Appendix#

Section 1.1: siteinfo.yaml#

The siteinfo.yaml file is a key configuration file used during the north-south network deployment process. It defines essential site-specific parameters such as DGX system type, network prefixes (OOB, data, storage), time servers, BGP ASNs for switches, and rack mapping information. This file is referenced by automation tools and scripts to generate network configurations, allocate IP addresses, and ensure consistent deployment across the environment. Properly populating siteinfo.yaml is critical for accurate and successful network provisioning.

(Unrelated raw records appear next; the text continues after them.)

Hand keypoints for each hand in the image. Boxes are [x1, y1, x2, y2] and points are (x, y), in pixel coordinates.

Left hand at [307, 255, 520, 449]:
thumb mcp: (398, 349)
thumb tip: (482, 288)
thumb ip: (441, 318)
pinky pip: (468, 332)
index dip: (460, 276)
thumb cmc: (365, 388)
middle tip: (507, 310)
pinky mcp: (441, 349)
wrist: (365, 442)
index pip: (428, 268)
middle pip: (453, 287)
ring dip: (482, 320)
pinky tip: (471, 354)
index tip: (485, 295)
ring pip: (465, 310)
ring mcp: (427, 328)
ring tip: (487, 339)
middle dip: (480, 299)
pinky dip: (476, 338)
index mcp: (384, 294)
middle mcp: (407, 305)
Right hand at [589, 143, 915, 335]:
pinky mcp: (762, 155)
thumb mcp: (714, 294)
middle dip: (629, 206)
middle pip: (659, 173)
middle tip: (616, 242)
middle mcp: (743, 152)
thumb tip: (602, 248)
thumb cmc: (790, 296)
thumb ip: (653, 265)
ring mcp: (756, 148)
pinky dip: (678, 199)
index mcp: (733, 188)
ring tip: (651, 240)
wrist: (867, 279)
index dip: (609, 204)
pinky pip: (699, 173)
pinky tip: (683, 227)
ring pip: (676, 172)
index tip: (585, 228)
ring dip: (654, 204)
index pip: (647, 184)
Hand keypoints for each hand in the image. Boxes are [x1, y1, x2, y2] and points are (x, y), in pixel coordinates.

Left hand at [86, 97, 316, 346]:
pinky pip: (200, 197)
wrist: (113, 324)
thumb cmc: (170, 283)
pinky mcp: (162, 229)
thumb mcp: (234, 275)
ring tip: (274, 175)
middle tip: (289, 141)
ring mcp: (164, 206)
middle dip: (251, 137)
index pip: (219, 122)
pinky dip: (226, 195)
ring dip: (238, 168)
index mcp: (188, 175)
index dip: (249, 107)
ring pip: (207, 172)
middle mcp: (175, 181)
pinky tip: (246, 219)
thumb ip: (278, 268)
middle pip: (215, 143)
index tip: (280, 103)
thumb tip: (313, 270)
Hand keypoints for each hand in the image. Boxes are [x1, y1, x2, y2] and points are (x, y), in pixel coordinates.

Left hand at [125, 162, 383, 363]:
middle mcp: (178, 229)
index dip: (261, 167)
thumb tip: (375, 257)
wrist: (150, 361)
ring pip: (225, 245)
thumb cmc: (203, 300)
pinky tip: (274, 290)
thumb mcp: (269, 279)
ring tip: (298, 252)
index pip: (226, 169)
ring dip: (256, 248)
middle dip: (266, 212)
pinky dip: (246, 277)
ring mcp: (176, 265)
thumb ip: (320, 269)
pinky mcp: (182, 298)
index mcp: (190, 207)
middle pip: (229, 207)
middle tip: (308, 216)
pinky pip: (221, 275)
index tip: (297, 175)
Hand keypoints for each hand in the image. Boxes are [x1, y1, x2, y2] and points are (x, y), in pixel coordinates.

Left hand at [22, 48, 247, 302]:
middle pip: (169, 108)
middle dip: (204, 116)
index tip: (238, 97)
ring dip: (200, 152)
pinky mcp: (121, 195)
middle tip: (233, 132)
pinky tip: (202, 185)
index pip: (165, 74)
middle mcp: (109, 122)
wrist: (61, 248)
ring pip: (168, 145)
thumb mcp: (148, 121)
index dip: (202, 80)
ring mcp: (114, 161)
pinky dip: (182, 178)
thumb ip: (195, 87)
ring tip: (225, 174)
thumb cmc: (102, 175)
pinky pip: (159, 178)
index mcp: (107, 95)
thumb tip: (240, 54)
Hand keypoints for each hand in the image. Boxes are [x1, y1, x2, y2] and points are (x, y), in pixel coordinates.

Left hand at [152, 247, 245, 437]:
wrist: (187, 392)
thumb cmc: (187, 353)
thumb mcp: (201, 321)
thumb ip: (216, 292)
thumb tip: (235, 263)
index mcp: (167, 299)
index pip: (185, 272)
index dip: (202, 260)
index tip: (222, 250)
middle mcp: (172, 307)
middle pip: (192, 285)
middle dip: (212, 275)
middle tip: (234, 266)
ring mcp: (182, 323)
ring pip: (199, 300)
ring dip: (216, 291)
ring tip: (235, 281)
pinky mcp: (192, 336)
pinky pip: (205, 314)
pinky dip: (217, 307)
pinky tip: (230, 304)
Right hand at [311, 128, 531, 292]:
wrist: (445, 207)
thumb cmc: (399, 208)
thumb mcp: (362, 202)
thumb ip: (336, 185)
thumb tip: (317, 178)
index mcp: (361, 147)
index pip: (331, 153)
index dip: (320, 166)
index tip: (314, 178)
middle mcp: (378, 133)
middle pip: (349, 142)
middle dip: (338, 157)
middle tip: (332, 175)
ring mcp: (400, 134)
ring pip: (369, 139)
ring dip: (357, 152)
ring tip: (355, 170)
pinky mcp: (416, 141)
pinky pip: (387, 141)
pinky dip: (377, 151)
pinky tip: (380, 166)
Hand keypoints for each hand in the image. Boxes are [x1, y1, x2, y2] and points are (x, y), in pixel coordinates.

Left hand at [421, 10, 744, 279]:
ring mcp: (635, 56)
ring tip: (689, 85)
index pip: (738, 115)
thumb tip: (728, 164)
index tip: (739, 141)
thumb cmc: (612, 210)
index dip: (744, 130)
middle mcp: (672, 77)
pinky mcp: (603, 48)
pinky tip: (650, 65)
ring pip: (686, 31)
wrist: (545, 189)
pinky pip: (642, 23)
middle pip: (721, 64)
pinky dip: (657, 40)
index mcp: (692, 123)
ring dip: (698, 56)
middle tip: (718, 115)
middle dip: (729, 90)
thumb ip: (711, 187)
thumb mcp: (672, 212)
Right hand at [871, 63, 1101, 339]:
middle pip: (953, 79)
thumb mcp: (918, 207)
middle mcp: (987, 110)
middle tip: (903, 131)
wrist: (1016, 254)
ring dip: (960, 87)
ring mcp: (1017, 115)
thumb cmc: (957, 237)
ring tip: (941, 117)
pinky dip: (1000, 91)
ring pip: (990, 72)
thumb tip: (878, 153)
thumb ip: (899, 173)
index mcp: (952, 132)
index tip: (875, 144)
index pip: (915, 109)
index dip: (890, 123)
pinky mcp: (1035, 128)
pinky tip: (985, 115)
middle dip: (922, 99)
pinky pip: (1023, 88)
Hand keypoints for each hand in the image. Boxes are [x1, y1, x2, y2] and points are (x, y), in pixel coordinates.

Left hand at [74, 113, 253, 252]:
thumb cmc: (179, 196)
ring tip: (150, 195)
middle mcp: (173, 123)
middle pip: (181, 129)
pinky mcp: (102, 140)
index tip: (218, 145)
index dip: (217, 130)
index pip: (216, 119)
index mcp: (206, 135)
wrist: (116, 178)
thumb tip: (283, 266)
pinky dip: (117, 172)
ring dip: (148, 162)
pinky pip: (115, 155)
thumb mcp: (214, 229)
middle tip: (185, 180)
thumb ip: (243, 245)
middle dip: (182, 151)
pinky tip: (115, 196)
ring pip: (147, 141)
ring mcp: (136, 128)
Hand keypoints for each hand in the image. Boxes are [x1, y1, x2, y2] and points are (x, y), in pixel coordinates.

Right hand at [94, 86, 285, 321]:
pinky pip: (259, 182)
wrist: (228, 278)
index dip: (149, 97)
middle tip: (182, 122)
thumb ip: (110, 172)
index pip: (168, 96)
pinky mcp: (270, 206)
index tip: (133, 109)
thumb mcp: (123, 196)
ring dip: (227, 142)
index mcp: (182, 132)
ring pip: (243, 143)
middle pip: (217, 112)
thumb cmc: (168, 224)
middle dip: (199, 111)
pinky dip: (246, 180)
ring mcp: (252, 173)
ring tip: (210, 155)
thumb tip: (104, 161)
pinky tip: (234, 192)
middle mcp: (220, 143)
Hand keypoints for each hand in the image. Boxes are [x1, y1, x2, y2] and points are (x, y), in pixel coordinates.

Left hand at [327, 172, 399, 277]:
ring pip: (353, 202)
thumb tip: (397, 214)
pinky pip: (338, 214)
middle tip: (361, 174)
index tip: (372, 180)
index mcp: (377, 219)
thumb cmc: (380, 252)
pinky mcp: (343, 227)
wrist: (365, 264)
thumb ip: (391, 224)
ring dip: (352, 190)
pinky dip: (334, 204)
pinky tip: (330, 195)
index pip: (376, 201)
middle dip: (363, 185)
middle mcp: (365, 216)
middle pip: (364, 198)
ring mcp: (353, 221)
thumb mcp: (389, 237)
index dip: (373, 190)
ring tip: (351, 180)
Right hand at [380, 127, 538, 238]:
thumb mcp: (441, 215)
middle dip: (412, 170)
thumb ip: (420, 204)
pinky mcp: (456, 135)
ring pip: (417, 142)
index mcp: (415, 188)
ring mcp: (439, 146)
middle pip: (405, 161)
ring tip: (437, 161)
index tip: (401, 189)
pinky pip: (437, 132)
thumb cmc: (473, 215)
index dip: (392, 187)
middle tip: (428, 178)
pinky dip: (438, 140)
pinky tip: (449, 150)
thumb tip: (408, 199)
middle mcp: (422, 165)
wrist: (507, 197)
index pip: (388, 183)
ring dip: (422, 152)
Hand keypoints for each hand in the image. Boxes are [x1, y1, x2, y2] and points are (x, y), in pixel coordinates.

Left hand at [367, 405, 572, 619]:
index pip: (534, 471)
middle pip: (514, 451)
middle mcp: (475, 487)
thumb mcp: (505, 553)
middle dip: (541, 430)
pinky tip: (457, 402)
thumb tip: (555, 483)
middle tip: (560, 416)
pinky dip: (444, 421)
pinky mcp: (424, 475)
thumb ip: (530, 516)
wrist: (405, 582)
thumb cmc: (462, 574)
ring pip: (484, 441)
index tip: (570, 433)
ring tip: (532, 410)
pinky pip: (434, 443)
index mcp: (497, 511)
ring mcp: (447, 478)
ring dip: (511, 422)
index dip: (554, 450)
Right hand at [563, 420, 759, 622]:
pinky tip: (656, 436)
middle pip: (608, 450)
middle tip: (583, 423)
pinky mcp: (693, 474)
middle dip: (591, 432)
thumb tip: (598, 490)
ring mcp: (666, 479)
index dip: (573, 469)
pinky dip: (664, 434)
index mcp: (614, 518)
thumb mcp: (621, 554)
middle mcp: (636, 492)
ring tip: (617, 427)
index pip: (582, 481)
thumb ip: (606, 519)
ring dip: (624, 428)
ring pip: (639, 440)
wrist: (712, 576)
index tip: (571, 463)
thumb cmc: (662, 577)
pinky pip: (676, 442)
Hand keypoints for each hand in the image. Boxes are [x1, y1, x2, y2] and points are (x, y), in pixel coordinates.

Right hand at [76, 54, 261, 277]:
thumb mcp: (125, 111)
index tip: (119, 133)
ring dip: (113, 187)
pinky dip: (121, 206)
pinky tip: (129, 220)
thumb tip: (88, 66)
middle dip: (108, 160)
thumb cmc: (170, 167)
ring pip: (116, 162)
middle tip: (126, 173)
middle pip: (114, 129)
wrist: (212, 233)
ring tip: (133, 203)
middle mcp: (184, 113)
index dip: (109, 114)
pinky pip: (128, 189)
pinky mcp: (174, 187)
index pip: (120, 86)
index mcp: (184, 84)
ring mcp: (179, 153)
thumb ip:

The following is an example of what the siteinfo.yaml file should look like:

dgx_type: gb200

# The timeservers to be used on the Ethernet switches.
time_servers:
   - 0.cumulusnetworks.pool.ntp.org

networking:
   # root_prefix: 10.0.0.0/20
   oob_prefix: "7.241.0.0/21"
   data_prefix: "7.241.16.0/21"

   # The prefix for storage /31s.
   storage_prefix: "100.127.0.0/16"
   bms_prefix: "7.241.8.0/22"

   # The ASNs used for the BTOR switches. Provided by the customer.
   bgp_btor_asns:
      - 4260037003
      - 4260037004

   # The ASNs used for the FTOR switches. Provided by the customer.
   bgp_ftor_asns:
      - 4260037001
      - 4260037002

# Mapping customer rack IDs (as used in the P2P file) to rack serial numbers (as
# provided by the factory). This is used to determine MAC addresses/serial
# numbers of devices in GB200 racks.
rack_mapping:
   A08: '1830625000808'

# EOF

Section 1.2: Standard Point-to-Point (P2P) Column Header#

This section describes the standard column headers used in the P2P connectivity file. The columns are divided into two logical groups: Source (the originating device/port) and Destination (the target device/port). For clarity and ease of use, the table below presents both groups side by side, as they would appear in a typical P2P CSV or spreadsheet.

Table 1 Standard P2P Column Header Example#
#	BUNDLE_ID	SEQ	SRC_RACKROLE	SRC_RACK	SRC_U	SRC_NAME	SRC_HCA_PORT	SRC_TRANSCEIVER	DST_RACKROLE	DST_RACK	DST_U	DST_NAME	DST_PORT	DST_TRANSCEIVER	CABLE_LENGTH	CABLE_TYPE	CABLE_TRAY
1	B1	1	TOR	A01	10	A01-TOR-01	1	QSFP56	DGX	A02	20	A02-DGX-01	2	QSFP56	3m	DAC	TRAY-1

Column Descriptions:

Table 2 Standard P2P Column Header Descriptions#
Column	Description
#	Row number or unique identifier.
BUNDLE_ID	Logical bundle or group identifier for the connection.
SEQ	Sequence number within the bundle.
SRC_RACKROLE	Role of the source rack (e.g., TOR, DGX).
SRC_RACK	Source rack identifier.
SRC_U	Source rack unit (U position).
SRC_NAME	Source device name.
SRC_HCA_PORT	Source HCA port.
SRC_TRANSCEIVER	Source transceiver type.
DST_RACKROLE	Role of the destination rack.
DST_RACK	Destination rack identifier.
DST_U	Destination rack unit (U position).
DST_NAME	Destination device name.
DST_PORT	Destination port.
DST_TRANSCEIVER	Destination transceiver type.
CABLE_LENGTH	Length of the cable.
CABLE_TYPE	Type of cable used.
CABLE_TRAY	Cable tray or pathway identifier.

Note

The P2P file should include all columns above, with each row representing a single point-to-point connection. Keeping the source and destination columns grouped together in a single table improves readability and makes the file easier to work with for both humans and automation tools.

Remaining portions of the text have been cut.